John Snow <js...@redhat.com> writes:

> On 6/8/21 11:01 AM, Markus Armbruster wrote:
>> John Snow <js...@redhat.com> writes:
>> [...]
>> 
>>> A challenge will be where to pull the help text from. The QEMU server
>>> is not capable (today) of sending help information over the QMP socket
>>> itself.
>>>
>>> We will need to implement a QMP command inside of QEMU directly that
>>> is capable of delivering this information to the client so that it can
>>> render it.
>>>
>>> Since not all versions of QEMU will have this feature, the qmp-shell
>>> will need to be able to gracefully deal with the lack of help text,
>>> displaying an error indicating that this version of QEMU does not have
>>> help information compiled into it.
>> The doc text is bulky: my bld/docs/manual/interop/qemu-qmp-ref.html
>> is
>> 1.7 MiB and growing.  Less lavish markup results in smaller data.  We
>> may want to store it compressed, or load it on demand.  We might even
>> have to make it compile-time optional for some use cases.
>> 
>
> ACK, understood.
>
> raw QAPI directory, including only the json files, is "only" 551.3 kB.
>
> I assume we can compile help text to something json (or json-like) and
> then compress it.
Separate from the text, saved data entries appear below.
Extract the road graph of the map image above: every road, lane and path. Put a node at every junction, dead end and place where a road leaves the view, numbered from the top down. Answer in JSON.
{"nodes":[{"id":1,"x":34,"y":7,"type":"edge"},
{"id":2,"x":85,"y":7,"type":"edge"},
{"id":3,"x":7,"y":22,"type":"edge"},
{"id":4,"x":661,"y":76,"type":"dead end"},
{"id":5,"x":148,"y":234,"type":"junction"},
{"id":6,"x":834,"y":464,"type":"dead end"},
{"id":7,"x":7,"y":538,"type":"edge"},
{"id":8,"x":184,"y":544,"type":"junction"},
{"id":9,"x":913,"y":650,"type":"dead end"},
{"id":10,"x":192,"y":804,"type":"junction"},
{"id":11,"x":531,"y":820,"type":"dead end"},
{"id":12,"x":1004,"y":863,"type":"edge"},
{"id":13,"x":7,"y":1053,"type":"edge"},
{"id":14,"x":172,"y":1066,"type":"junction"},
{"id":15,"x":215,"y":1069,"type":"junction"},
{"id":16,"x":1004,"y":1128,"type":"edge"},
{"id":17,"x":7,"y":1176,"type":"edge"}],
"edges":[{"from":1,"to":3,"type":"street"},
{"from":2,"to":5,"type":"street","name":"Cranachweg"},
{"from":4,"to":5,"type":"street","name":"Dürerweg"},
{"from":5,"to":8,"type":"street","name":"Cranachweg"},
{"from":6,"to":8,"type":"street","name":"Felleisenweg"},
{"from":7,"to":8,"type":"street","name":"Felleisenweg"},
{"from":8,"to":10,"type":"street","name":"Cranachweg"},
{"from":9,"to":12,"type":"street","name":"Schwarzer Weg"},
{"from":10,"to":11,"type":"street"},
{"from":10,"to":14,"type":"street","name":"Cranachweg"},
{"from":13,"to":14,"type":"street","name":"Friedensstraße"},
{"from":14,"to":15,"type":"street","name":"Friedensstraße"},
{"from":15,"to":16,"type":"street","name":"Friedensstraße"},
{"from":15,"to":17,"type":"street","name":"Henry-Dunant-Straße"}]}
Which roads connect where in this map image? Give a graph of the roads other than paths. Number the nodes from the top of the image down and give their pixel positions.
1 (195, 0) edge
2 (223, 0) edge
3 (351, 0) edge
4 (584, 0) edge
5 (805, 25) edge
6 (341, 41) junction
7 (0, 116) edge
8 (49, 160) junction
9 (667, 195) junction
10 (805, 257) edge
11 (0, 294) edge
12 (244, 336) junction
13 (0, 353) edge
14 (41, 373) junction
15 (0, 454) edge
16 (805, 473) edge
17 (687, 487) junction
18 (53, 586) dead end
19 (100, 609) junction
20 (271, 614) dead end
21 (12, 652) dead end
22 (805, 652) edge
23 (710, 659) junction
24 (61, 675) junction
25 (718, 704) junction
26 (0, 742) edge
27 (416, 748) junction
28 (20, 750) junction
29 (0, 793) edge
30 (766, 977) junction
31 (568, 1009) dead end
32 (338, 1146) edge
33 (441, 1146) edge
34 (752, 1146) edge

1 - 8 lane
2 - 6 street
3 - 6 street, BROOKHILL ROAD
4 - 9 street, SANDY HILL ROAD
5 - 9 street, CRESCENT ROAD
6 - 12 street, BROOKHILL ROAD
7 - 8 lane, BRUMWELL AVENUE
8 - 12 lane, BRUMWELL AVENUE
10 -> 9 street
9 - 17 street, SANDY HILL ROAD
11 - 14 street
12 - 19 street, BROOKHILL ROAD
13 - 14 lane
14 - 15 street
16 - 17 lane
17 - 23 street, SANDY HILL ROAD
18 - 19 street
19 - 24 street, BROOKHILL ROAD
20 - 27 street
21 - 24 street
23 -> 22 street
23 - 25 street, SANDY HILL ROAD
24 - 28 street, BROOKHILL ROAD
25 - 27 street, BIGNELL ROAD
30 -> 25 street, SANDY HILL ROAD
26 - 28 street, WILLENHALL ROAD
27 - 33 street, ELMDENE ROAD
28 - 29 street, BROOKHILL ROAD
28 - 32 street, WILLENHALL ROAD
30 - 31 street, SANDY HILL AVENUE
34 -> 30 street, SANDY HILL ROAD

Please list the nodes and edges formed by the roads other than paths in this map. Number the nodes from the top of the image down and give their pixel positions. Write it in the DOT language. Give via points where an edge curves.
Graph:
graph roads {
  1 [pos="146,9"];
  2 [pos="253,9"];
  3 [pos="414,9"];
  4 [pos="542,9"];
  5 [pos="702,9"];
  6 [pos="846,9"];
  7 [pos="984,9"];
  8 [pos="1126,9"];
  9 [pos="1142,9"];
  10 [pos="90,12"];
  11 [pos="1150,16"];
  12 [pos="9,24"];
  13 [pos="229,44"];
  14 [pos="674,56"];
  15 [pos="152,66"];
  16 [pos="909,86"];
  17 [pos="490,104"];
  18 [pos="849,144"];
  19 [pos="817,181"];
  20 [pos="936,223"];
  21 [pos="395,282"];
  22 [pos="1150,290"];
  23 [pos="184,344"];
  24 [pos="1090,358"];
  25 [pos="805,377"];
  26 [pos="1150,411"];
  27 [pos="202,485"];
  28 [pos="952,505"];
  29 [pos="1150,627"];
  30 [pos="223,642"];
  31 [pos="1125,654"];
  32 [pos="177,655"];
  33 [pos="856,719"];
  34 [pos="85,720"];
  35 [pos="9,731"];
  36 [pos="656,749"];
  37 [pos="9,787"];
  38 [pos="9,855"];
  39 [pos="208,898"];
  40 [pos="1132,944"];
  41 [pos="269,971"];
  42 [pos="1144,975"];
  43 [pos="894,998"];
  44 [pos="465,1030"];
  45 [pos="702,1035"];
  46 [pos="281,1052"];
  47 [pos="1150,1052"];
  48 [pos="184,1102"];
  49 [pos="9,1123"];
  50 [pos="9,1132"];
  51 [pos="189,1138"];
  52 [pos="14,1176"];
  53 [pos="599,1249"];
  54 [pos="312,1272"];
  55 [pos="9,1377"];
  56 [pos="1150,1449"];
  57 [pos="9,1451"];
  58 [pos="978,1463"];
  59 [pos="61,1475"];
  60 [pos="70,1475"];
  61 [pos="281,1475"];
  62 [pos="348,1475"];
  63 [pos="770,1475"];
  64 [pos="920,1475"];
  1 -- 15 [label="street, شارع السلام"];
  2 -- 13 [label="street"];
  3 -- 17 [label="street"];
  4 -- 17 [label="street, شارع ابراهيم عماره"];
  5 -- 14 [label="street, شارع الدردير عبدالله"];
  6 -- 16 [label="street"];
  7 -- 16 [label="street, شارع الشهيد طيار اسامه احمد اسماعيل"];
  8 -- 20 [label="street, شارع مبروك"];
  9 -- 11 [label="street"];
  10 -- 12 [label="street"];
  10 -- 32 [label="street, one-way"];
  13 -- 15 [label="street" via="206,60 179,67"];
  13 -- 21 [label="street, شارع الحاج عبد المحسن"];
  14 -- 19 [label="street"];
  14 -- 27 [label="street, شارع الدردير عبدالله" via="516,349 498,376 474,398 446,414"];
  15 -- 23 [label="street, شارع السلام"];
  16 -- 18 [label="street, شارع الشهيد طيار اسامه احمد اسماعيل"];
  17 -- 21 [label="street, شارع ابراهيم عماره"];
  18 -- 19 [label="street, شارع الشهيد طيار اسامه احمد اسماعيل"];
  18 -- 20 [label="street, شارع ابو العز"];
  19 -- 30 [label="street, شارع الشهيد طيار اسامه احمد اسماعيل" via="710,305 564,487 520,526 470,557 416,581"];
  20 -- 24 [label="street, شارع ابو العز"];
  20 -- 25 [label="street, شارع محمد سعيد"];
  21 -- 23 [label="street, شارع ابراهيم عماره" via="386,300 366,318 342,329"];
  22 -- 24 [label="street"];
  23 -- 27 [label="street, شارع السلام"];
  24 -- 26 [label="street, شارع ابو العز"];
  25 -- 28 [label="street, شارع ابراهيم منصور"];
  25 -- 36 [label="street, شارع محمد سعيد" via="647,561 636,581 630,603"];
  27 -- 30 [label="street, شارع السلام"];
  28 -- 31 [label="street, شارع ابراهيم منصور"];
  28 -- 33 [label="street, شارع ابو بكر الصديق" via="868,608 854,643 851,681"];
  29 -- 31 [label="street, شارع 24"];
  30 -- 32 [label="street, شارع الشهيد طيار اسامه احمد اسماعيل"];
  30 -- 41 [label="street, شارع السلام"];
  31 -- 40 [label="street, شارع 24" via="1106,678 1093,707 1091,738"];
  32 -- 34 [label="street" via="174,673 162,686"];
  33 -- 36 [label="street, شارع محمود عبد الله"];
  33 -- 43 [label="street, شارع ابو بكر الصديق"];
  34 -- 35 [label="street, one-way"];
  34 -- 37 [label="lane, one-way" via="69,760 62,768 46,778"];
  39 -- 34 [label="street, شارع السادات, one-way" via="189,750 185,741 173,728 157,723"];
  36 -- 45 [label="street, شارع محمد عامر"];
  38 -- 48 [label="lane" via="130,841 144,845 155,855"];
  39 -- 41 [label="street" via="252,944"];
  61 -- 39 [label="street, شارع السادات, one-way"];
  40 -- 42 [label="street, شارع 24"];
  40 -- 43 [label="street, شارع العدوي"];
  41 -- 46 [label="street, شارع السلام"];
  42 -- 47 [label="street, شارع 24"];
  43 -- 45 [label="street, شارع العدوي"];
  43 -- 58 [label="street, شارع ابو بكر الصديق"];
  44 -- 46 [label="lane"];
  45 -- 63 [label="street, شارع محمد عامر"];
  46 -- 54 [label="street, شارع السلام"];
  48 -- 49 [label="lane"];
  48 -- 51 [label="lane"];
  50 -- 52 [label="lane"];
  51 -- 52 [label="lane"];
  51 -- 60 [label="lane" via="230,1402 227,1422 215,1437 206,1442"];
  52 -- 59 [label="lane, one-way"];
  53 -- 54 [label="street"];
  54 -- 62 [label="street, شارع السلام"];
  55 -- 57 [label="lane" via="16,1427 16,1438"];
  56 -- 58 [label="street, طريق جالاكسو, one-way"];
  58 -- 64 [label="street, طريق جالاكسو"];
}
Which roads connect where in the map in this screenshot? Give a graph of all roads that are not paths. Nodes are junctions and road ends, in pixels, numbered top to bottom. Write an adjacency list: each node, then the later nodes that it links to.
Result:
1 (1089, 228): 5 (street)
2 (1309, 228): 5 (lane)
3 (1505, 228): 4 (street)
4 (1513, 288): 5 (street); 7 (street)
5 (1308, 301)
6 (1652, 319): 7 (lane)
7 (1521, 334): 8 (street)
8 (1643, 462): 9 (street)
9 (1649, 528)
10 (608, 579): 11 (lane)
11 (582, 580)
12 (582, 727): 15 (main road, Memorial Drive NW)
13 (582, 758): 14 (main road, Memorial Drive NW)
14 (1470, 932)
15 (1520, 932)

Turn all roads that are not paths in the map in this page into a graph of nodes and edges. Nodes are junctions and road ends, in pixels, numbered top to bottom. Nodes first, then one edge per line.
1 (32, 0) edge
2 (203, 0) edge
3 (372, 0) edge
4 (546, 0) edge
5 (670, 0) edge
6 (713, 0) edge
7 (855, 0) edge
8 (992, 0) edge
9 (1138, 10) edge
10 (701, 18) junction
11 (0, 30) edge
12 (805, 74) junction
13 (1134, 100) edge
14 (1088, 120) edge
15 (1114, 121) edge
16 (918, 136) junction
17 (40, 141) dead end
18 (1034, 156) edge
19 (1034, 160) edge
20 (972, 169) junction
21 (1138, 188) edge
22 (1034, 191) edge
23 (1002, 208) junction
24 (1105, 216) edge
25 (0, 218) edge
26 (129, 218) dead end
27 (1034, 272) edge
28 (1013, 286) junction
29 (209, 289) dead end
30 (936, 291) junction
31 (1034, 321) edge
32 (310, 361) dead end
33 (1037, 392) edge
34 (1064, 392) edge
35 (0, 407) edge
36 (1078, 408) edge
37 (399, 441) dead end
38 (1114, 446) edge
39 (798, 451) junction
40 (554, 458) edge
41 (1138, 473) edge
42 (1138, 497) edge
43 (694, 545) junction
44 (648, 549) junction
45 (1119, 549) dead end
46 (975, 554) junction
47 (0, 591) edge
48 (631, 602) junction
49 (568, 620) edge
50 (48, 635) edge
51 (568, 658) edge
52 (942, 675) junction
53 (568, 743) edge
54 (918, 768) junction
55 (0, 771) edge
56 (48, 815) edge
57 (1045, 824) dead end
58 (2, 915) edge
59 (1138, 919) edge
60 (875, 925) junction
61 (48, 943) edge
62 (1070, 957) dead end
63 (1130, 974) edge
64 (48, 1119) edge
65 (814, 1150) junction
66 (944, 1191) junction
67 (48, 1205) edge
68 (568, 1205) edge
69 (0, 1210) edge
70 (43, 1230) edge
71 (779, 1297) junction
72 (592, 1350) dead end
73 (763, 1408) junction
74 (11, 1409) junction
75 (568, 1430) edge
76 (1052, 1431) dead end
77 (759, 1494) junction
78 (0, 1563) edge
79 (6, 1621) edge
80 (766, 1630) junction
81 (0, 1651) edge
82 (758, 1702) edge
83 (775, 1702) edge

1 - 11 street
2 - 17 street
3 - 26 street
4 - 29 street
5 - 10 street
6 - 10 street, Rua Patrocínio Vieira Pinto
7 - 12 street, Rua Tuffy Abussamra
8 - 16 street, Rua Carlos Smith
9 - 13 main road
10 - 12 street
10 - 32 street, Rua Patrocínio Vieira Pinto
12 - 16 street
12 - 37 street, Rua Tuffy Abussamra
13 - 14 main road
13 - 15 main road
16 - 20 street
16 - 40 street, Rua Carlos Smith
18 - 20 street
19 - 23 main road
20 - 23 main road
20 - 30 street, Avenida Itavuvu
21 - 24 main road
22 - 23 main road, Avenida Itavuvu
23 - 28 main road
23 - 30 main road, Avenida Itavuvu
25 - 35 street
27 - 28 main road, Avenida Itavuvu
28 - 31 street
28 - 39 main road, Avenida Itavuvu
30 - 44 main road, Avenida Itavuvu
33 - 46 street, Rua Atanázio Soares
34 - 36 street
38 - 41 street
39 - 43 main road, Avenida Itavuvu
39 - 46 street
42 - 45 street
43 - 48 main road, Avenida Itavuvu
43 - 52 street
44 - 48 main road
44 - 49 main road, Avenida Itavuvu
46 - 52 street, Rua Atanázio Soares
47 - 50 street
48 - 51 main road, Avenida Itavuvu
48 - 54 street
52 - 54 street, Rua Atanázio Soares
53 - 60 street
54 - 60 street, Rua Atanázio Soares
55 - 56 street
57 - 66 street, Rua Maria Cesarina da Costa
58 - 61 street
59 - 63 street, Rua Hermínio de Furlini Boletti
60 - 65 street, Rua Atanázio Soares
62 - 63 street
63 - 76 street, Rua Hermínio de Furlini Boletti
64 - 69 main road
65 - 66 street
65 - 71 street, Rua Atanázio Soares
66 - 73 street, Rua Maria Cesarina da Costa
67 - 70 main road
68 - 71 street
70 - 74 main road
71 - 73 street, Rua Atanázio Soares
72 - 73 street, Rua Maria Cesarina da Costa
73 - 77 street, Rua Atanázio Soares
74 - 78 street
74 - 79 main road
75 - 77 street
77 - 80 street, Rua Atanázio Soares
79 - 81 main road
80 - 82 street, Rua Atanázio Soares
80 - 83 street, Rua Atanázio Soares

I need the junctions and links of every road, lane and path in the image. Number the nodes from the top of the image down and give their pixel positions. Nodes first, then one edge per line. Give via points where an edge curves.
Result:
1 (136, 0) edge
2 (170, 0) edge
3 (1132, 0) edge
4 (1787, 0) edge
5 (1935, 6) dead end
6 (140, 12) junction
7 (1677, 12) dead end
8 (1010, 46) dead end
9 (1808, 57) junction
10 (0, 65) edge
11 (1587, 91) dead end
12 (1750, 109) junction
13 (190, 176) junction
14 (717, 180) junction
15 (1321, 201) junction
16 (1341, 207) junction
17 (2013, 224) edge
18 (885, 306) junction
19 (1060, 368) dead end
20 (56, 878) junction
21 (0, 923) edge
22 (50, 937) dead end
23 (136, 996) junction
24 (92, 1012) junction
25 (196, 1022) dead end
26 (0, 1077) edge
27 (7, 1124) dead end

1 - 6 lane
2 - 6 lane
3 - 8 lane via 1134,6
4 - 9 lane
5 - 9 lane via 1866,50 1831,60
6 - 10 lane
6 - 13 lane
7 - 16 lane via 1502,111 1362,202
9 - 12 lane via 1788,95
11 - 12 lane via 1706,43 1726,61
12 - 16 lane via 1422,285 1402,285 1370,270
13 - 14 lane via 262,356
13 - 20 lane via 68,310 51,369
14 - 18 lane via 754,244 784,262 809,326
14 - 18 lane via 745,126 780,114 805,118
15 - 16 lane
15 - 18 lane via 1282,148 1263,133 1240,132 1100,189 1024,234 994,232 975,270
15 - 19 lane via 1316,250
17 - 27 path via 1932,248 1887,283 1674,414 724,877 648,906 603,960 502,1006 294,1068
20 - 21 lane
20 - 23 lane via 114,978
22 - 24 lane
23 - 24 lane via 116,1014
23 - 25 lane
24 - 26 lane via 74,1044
Perhaps we could compile something like 
> qapi-help-introspect.json.tgz and load it on-demand from the QEMU
> binary when help text is requested.
>
> We could prototype under the experimental QMP command x-help, and
> limit it to sending help for just one command at a time to limit data
> transfer.
>
> The client could cache the information. (Against what kind of an
> identifier? Can QEMU report some kind of token that uniquely
> identifies its binary or uniquely identifies the set of QAPI commands
> it supports?)

I proposed something like it to permit QMP clients cache
query-qmp-schema output.  Libvirt didn't want it, so it never got beyond
the idea stage.

> This has the potential to exceed our capacity this summer, but a
> prototype experiment might be helpful to inform future work anyway.

Beware of the risk that comes with shiny stretch goals: loss of focus.
I believe this is actually this GSoC project's main risk.